Electrically, there is NO REASON to tie all equipment grounds together IF there are two circuits in the same box. At least none that I can think of.


----------



## CE1 (Dec 30, 2005)

How about tying them all together to save 1 wire nut and not to confuse the electrician that opened that box up sometime in the future. What would you think if you opened an electrical box with four NM cables entering it and the grounds were not all tied together? Wouldn’t it appear that maybe the electrician that did the install FORGOT to tie all the grounds together?


----------



## Speedy Petey (Sep 30, 2003)

I think what is getting me is that I have never, EVER, seen the grounds _not_ tied together. Nor have I ever heard anyone have the interpretation that it is not required.

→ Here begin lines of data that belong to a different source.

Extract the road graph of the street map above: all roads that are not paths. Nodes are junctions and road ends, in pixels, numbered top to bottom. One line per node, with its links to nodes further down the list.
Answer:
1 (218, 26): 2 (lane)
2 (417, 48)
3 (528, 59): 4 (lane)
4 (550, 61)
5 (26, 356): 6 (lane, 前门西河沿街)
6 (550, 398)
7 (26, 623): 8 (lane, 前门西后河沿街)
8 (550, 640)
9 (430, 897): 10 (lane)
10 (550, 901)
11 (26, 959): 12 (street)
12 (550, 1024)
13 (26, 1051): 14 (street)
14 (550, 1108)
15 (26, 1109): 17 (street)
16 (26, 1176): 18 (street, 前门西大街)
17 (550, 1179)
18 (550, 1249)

Robert is a GOOD electrician, he has every right to his interpretation. It's just like I said above.


----------



## Sparky Joe (Apr 29, 2006)

The DIY reference I made was simply because the electricians in here have extensive knowledge of AC theory, or more specific; when you tie neutrals together and when tying neutrals becomes a fire hazard.
Though there are people who post regularly in this forum who do not know the basics of electrical theory; hence the reference "the power company brings in only 3 wires and shares the neutral".

Don't let Mickey's extensive time on his hands for drawing pictures and pasting irrelevant code articles confuse you into thinking he is a professional, for some reason, whether some of us like his piping in or not, he has seemed to earn his keep.
As for the mentioned disagreement, I read it more as someone upset with the codes wording on a subject and the quality electrician that Robert is, I would not expect that he is isolating grounds in a box. Then there's Mickey who just likes stirring the $hit(I'm surprised he ditched my avatar)

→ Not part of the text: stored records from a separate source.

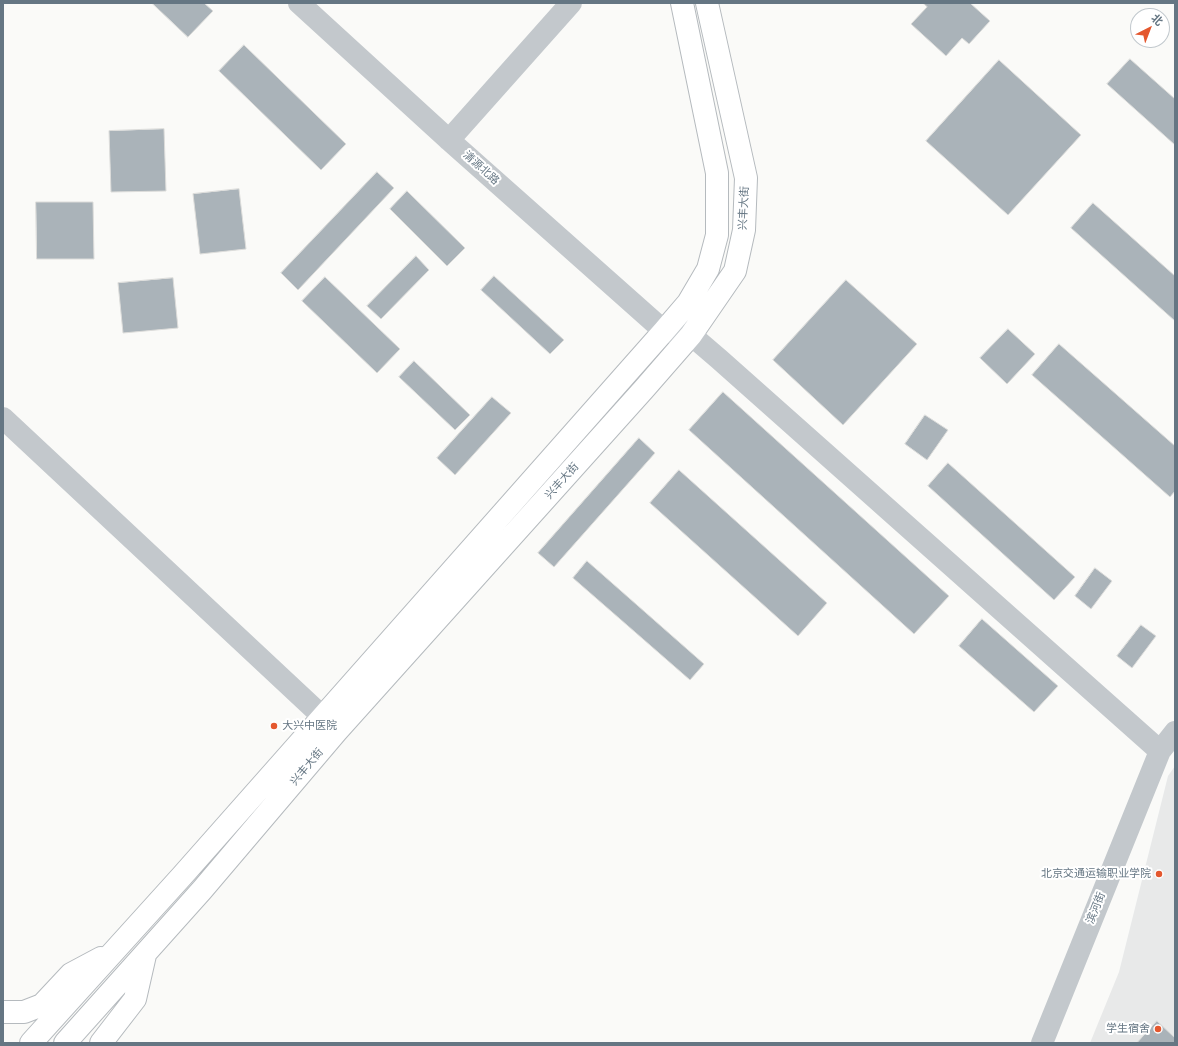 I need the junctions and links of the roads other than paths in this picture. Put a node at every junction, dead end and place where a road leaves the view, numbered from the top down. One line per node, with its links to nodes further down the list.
1 (299, 3): 5 (street, 清源北路)
2 (571, 3): 5 (street)
3 (682, 3): 6 (main road, 兴丰大街)
4 (707, 3): 7 (main road, 兴丰大街)
5 (449, 140): 6 (street, 清源北路)
6 (664, 331): 7 (street); 9 (main road, 兴丰大街)
7 (691, 335): 11 (street); 13 (main road, 兴丰大街)
8 (3, 418): 9 (street)
9 (323, 717): 12 (main road, 兴丰大街)
10 (1175, 732): 11 (street, 滨河街)
11 (1160, 751): 18 (street, 滨河街)
12 (114, 951): 14 (main road); 15 (main road, 兴丰大街)
13 (146, 953): 16 (main road, 兴丰大街); 17 (main road)
14 (3, 1012)
15 (32, 1043)
16 (65, 1043)
17 (101, 1043)
18 (1042, 1043)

Perhaps your question should have been worded differently, like; "I saw my electrical sub tying his neutrals together today and I'm not sure if that's allowed" I think that would have brought a more receptive audience.
As for tying the grounds together, I would second guess anyone's electrical prowess that did not.

Oh and if you don't trust your sub then find a new one, and if you don't understand AC theory and no one's over your shoulder to tell you what to do, then stay away from wiring. And don't be one of these; "if the inspector signs it off then it must be okay" kind of guys.


----------



## mickeyco (May 13, 2006)

Sparky Joe said:


> Don't let Mickey's extensive time on his hands for drawing pictures and pasting irrelevant code articles confuse you into thinking he is a professional, for some reason, whether some of us like his piping in or not, he has seemed to earn his keep.
> As for the mentioned disagreement, I read it more as someone upset with the codes wording on a subject and the quality electrician that Robert is, I would not expect that he is isolating grounds in a box. Then there's Mickey who just likes stirring the $hit(I'm surprised he ditched my avatar)
> 
> As for tying the grounds together, I would second guess anyone's electrical prowess that did not.


I thought this thread was dead but now that you brought it to the top again tell us exactly how you would wire this. Don't wory about the time it takes me to draw pictures, I can assure you it's minimal. If it's splicing the two ground conductors together and running a pigtail to each device, explain why it's necessary to meet code or any other purpose other than a redundant, additional ground path:










I didn't bring up the article citation, I just posted it in its entirety. My interpretation, while I think it's poorly written, is that it's about attaching any spliced ground conductors in a metal box (not ones passing through) to the metal box and preserving ground continuity by not relying on a device for continuity. Tell me how or why I'm wrong.


----------



## davidchomes (Jun 22, 2007)

Sparky Joe said:


> Perhaps your question should have been worded differently, like; "I saw my electrical sub tying his neutrals together today and I'm not sure if that's allowed" I think that would have brought a more receptive audience.
> 
> 
> 
> ...


----------



## Sparky Joe (Apr 29, 2006)

Does it not make sense to you that when you ask "should all neutrals be tied together" I would say go to the DIY forum.
I did read everything posted here and think that you should not take the dispute of how ground wires are handled as pertaining to your initial question. I think that the exception under 250.148 explains very well that all grounds should be tied together. It does not directly say so, but the exception clearly states that the exception of not tying grounds together pertains to an isolated ground system.
I apologize to those who have a difficult time understanding, but those of you should realize that the code is not an instruction book, and I feel I deserve an apology from those of you whose only intentions is to add 10 more pages to the code book.


----------



## davidchomes (Jun 22, 2007)

Sparky Joe said:


> Does it not make sense to you that when you ask "should all neutrals be tied together" I would say go to the DIY forum.


Sorry, but not when the question was already answered and explained in detail why not to tie them. I guess I'm just an easy going guy and don't see the need to make someone feel like they are out of line for posting a question in this forum. I guess I need to lighten up and just accept that after reading hundreds of posts that those kinds of things are part of the forum at times. So if my questions get answered in the future then that is awesome! If they don't then that is too bad for me and if i get told to go to the DIY area then thats what I will do. Doesn't seem to do much good to say anything otherwise. I realize this is your guys home and I'm just a visitor so I need to just accept the way things are and appreciate getting my questions answered.


----------